Ulrich Soltész, a partner at Gleiss Lutz in Brussels, said holding large internet companies to a higher standard of proof “may turn out to be more difficult than it sounds”.
Soltész said the Charter of Fundamental Rights and the European Convention of Human Rights outlines “basic procedural guarantees” that the commission has to provide sufficient proof for an infringement of EU abuse of dominance or anticompetitive laws.
“It would be tricky for any legislator to deviate from this principle,” he said.
Jonas Koponen, a partner at Linklaters said it is “of great concern” that the commission is considering reversing the burden of proof.
“It will increase regulatory burden enormously and have a stifling effect on bona fide business conduct – especially in dynamic and fast-moving markets,” he said.
Tim Cowen, a partner at Preiskel & Co, said any regulation that “imposes different burdens on different players with no good reason would be controversial”.
Talking about the burden of proof is “beside the point”, he said; the key point is how to strengthen rules and the frequency of enforcement action.
The Microsoft, Intel and Google abuse of dominance cases had in common that “each case took the commission 10 years,” Cowen said. He added that “justice delayed is justice denied,” and the duration of the cases show that Vestager “is a referee not keeping up with the game”.
Matthew Levitt, a partner at Baker Botts in Brussels, said it is questionable “if it would be compatible with [EU law] to reverse the commission’s burden of proof and place a category of undertakings under a stricter obligation than Article 102 imposes on every other dominant company”.
He wondered how the commission would define this category of companies, the kind of conduct companies have to justify and the consumer benefits that must be shown.

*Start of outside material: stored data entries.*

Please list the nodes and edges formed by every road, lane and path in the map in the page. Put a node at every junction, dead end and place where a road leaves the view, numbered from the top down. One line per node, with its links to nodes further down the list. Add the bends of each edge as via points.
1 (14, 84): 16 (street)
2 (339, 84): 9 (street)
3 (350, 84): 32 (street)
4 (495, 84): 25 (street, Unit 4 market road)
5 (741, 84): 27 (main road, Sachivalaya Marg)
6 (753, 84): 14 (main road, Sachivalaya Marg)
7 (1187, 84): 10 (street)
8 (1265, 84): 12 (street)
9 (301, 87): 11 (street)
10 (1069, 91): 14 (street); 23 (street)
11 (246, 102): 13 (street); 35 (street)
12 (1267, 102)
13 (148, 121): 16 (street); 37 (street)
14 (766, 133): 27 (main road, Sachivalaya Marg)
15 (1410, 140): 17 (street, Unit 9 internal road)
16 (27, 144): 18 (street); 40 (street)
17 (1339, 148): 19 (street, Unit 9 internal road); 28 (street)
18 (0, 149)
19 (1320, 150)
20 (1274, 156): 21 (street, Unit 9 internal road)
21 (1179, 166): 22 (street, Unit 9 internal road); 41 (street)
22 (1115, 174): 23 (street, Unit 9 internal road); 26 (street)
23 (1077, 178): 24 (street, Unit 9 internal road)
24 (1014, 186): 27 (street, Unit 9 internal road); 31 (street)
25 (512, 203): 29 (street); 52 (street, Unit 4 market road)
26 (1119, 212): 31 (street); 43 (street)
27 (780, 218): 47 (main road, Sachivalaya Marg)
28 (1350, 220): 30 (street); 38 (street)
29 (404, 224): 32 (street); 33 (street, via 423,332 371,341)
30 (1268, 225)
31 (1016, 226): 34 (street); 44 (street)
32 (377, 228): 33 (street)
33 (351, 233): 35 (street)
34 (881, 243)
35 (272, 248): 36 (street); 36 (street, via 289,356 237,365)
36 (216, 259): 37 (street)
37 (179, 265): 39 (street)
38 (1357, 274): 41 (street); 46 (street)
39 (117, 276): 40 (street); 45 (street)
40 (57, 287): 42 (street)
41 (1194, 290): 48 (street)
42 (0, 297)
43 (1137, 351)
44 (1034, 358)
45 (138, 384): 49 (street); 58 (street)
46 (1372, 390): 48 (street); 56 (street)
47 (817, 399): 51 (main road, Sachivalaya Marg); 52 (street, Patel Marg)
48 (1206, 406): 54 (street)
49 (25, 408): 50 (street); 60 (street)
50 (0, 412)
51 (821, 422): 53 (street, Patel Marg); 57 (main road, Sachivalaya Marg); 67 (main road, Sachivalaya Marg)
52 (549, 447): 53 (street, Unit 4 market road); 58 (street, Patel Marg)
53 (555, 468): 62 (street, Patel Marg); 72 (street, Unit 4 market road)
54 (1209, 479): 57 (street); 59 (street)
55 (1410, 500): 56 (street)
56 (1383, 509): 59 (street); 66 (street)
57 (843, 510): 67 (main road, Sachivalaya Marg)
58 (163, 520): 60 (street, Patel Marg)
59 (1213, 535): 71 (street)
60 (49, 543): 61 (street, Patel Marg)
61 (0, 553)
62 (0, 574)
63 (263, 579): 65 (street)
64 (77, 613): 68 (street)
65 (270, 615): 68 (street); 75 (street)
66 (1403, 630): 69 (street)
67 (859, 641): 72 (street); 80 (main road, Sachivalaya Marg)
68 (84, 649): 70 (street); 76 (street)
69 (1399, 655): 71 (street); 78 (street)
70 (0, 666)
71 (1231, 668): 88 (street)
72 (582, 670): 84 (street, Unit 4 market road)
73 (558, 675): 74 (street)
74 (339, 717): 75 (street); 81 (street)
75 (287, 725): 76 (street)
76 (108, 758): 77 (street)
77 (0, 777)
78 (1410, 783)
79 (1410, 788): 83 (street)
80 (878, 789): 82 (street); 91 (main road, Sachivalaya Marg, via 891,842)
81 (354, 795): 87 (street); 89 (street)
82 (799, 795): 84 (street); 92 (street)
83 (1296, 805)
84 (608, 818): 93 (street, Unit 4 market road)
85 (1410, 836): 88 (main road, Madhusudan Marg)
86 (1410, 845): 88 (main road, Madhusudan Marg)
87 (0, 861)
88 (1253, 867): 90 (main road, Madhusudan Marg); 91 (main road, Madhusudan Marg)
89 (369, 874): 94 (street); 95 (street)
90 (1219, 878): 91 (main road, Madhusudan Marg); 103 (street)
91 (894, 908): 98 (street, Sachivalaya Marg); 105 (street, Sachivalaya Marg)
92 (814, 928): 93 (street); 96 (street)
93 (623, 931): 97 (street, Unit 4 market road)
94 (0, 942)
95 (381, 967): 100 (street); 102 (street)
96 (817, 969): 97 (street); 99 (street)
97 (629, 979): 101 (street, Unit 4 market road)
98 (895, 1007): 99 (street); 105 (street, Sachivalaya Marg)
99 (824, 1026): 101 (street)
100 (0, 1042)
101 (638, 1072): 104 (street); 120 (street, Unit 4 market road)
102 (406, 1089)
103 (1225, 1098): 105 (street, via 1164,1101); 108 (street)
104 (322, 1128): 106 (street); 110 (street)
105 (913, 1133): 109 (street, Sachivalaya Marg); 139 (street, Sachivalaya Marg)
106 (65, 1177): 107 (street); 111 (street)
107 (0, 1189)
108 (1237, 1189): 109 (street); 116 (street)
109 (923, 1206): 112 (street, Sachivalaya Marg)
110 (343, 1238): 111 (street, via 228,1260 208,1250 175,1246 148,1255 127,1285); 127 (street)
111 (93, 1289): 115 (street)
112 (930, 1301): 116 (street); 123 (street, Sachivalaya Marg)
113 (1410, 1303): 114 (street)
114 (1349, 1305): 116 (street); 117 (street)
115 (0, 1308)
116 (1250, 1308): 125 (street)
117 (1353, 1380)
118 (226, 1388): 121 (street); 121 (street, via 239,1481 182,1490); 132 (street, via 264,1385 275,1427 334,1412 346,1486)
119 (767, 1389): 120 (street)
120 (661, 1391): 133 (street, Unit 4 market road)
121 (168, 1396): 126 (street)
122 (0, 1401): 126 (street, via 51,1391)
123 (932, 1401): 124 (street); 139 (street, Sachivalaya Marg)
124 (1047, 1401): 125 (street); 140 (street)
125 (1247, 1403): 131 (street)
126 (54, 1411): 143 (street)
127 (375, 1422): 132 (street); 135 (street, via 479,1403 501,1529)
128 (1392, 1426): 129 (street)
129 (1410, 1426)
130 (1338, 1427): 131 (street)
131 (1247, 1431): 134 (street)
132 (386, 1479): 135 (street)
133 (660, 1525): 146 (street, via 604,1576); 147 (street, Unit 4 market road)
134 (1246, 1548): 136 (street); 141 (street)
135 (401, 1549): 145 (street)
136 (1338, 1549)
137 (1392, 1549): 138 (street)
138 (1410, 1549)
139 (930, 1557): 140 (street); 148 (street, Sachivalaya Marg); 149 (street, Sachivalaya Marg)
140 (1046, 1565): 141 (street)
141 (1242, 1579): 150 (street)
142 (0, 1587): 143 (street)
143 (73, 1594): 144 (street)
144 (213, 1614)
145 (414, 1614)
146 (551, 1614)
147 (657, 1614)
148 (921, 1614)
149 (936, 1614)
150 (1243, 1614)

“Though superficially attractive to some, I think the commission will find itself bogged down in the detail of how to implement and then apply such a proposal,” Levitt said.
Stephen Kinsella, a partner at Sidley Austin in Brussels, said that “more rigorous enforcement” can be expected.
The proposals are very interesting politically as a statement of intent, “signaling that tech companies will no longer get the benefit of the doubt,” he said.
On a legal basis, Kinsella cannot see “a huge shift, given the jurisprudence”. The initial burden “will always remain on the commission to establish a prime facie threat to actual or potential competition”, he said.
Francesco Liberatore, a partner at Squire Patton Boggs in London, said the special advisers’ report found that a “presumption in favour of interoperability may be justified” when a company’s dominant position is based on control over data that competitors cannot reproduce. A presumption of interoperability would reverse the burden of proof, he added.